Task description | Starting with the line that contains "index pip: (258, 278)" and stopping after the line that contains "ring dip: (164, 628)", copy the entries below exactly. Include nothing else.

Given records |
- - - - - - -

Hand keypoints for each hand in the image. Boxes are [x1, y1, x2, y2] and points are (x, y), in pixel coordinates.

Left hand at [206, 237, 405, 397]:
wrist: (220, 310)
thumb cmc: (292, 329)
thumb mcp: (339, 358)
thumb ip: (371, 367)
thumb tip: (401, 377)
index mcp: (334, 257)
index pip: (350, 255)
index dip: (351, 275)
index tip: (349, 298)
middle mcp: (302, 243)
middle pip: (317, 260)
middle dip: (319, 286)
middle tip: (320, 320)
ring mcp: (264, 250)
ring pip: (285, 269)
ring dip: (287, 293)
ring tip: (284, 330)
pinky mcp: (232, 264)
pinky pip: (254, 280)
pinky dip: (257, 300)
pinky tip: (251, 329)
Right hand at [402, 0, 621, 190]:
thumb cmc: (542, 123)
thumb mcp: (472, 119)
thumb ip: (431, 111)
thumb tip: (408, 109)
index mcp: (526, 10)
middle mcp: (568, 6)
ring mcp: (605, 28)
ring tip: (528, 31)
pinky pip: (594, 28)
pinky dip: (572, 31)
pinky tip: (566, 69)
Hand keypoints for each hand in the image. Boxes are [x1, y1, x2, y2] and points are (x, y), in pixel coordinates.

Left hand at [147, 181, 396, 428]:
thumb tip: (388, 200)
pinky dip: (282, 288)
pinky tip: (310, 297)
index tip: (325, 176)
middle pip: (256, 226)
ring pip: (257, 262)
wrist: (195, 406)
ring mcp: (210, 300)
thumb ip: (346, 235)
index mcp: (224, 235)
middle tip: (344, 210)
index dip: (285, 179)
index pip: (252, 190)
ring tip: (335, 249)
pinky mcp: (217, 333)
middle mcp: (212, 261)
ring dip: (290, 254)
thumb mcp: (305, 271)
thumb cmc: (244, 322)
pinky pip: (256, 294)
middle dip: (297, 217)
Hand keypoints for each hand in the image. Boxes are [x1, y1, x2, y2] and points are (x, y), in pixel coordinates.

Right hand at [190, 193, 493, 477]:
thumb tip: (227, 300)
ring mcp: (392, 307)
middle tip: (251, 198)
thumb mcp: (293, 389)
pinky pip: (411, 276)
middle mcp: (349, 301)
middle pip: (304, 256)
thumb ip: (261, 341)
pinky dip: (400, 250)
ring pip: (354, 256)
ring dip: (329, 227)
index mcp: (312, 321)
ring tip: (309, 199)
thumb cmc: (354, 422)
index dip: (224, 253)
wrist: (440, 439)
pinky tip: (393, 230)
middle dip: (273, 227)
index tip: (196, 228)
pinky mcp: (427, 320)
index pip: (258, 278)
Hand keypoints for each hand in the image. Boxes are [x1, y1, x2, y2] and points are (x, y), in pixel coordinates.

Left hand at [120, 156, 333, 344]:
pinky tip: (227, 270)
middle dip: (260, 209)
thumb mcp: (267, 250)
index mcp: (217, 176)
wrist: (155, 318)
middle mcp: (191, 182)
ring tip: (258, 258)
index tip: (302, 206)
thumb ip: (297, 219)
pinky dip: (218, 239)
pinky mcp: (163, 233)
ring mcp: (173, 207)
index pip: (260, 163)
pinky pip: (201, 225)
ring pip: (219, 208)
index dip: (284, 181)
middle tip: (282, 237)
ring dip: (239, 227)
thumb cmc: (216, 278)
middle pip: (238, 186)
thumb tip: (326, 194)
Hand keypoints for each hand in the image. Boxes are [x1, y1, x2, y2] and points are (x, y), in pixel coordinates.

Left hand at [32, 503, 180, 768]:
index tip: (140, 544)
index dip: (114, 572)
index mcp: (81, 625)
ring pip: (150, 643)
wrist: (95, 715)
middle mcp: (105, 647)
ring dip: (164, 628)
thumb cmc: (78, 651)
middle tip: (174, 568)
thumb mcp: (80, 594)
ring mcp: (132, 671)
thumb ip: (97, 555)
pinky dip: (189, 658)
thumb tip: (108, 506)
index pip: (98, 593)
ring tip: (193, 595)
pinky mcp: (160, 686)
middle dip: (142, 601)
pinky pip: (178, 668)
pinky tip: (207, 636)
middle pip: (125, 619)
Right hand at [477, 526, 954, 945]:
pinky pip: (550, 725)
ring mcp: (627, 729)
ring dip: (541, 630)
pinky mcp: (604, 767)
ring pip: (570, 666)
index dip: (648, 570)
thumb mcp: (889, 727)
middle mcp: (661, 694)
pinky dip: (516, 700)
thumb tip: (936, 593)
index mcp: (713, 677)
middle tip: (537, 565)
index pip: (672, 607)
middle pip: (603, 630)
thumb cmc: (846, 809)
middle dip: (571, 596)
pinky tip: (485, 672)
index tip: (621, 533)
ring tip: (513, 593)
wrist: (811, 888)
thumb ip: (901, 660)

- - - - - - -

Result for this task |
index pip: (258, 278)
Hand keypoints for each hand in the image. Boxes are [x1, y1, x2, y2] and points are (x, y), in pixel coordinates.

Left hand at [120, 156, 333, 344]:
pinky tip: (227, 270)
middle dip: (260, 209)
thumb mcp: (267, 250)
index mcp: (217, 176)
wrist: (155, 318)
middle mcp: (191, 182)
ring tip: (258, 258)
index tip: (302, 206)
thumb ip: (297, 219)
pinky dip: (218, 239)
pinky mcp: (163, 233)
ring mcp: (173, 207)
index pip: (260, 163)
pinky pip: (201, 225)
ring pip: (219, 208)
index dip: (284, 181)
middle tip: (282, 237)
ring dip: (239, 227)
thumb cmc: (216, 278)
middle pip: (238, 186)
thumb tip: (326, 194)
Hand keypoints for each hand in the image. Boxes are [x1, y1, x2, y2] and points are (x, y), in pixel coordinates.

Left hand at [32, 503, 180, 768]:
index tip: (140, 544)
index dip: (114, 572)
index mcp: (81, 625)
ring pip: (150, 643)
wrist: (95, 715)
middle mcp: (105, 647)
ring dip: (164, 628)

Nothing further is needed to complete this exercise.